The most common form of substance abuse prevention programs is accomplished through two principal strategies. Levinthal (2012) describes these two principles as the promotion of constructive lifestyles and norms that discourage substance abuse, and the development of social and physical environments that can aid people in drug-free lifestyles to prevent substance-abuse behaviors. That being said, to prevent addictive behaviors, young children and teenagers need to be taught early on by their parents and schools about drugs and why you need to say no. I think teaching children about drugs at a young age can significantly reduce the number of future substance abusers and addictive behaviors.
Peer pressure is the social influence that can greatly affect people, especially children, and teenagers, who fall prey to the negative influences of friends and classmates that surround them.
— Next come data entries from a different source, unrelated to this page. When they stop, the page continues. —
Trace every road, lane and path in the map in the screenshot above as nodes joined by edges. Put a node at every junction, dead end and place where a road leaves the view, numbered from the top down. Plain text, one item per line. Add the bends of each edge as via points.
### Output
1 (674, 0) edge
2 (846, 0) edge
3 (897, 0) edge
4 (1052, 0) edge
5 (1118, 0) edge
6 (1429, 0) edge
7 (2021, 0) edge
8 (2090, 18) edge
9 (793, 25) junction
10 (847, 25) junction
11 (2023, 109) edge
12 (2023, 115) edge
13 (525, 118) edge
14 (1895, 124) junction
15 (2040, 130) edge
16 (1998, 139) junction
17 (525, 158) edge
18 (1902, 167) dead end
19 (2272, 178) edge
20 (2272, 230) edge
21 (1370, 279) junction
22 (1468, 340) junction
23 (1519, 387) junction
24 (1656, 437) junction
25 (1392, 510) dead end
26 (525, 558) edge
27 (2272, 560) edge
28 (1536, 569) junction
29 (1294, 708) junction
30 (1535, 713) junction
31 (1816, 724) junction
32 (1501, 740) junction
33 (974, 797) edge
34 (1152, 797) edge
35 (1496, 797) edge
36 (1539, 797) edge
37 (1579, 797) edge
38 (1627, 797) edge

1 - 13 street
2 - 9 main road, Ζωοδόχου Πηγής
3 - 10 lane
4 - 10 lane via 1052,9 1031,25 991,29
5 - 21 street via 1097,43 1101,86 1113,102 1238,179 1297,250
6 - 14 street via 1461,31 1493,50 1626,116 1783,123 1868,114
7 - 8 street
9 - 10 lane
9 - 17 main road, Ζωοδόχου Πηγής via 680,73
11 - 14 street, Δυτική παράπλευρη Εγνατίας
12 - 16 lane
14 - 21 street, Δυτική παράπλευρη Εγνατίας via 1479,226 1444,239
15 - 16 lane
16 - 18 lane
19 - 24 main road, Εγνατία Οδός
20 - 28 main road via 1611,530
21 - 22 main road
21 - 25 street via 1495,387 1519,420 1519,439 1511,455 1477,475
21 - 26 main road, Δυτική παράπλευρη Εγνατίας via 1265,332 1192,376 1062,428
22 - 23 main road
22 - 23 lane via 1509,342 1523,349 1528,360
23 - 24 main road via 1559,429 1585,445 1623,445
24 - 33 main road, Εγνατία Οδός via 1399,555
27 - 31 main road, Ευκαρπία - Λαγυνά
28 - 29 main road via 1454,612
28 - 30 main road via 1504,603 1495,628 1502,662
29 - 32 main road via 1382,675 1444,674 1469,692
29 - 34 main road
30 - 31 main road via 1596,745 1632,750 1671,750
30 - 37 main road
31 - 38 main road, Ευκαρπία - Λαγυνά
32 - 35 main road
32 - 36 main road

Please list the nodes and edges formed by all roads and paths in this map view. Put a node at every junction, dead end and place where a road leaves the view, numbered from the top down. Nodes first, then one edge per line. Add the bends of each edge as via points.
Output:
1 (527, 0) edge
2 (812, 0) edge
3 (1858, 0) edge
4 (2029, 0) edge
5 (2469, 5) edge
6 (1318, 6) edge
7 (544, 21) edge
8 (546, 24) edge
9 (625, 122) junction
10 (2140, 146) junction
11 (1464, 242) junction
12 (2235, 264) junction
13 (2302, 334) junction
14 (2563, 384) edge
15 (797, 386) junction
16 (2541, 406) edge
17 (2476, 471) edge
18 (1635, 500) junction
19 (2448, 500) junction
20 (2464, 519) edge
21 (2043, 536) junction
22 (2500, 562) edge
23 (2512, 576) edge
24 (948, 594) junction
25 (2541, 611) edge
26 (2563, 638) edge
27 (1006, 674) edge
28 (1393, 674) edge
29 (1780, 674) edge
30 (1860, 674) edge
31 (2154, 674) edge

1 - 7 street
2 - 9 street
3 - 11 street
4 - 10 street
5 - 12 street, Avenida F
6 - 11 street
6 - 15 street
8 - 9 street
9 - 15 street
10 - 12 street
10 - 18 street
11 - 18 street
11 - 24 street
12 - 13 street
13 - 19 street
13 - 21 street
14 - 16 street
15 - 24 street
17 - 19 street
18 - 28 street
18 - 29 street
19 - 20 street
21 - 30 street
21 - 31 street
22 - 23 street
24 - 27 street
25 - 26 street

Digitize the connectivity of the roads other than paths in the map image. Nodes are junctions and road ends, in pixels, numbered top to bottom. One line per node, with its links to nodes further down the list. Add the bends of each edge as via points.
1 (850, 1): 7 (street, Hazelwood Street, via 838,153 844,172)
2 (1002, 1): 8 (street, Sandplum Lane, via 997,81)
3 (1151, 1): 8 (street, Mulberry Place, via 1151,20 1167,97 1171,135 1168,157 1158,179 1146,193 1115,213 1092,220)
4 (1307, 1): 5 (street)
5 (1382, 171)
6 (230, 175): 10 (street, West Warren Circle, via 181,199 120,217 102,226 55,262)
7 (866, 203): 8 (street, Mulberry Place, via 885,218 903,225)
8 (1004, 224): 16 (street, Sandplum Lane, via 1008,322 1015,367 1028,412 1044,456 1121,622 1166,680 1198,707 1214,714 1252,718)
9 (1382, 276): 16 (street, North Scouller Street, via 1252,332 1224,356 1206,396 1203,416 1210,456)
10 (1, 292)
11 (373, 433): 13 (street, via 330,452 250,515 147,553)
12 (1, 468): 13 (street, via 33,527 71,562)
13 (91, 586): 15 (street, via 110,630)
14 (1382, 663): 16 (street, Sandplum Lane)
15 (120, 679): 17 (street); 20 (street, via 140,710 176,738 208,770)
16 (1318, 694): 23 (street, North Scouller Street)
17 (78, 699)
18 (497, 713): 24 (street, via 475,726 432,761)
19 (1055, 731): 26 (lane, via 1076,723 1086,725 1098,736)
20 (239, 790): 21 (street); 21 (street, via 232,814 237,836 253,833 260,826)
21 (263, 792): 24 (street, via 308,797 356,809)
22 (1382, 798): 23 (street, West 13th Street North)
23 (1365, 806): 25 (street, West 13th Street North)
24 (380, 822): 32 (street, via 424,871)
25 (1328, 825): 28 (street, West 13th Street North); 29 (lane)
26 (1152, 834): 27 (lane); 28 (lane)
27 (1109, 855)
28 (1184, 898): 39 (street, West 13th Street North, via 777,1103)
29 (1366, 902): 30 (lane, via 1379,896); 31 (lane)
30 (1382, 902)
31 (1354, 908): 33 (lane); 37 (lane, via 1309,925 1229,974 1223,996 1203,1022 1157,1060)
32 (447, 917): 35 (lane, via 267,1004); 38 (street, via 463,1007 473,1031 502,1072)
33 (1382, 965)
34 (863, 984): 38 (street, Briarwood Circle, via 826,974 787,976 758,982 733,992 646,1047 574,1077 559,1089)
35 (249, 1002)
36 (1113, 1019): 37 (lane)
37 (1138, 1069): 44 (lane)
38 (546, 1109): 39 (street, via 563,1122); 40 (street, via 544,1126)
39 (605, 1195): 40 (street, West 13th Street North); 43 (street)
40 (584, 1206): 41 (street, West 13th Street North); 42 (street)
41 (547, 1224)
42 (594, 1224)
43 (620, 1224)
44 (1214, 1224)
Peer pressure along with the idea that drugs are cool certainly contributes to the common usage of drugs such as alcohol, tobacco, weed and other substances commonly used by teenagers. Therefore, schools need to promote positive social skills to teach children and teenagers how to say no regardless of the situation. These programs need to take into perspective the social and economic factors present in a young person’s life to incorporate positive and protective factors to prevent drug use.
The promotion of positive social skills and the encouragement of protective factors concerning drug-taking behavior and other forms of deviant behavior. Successful primary prevention programs are built around the central idea that an individual is less inclined to engage in substance abuse if the protective factors in his or her life are enhanced and the risk factors are diminished. Only then can a young person be resilient enough to overcome the temptations of alcohol, tobacco, and other drugs.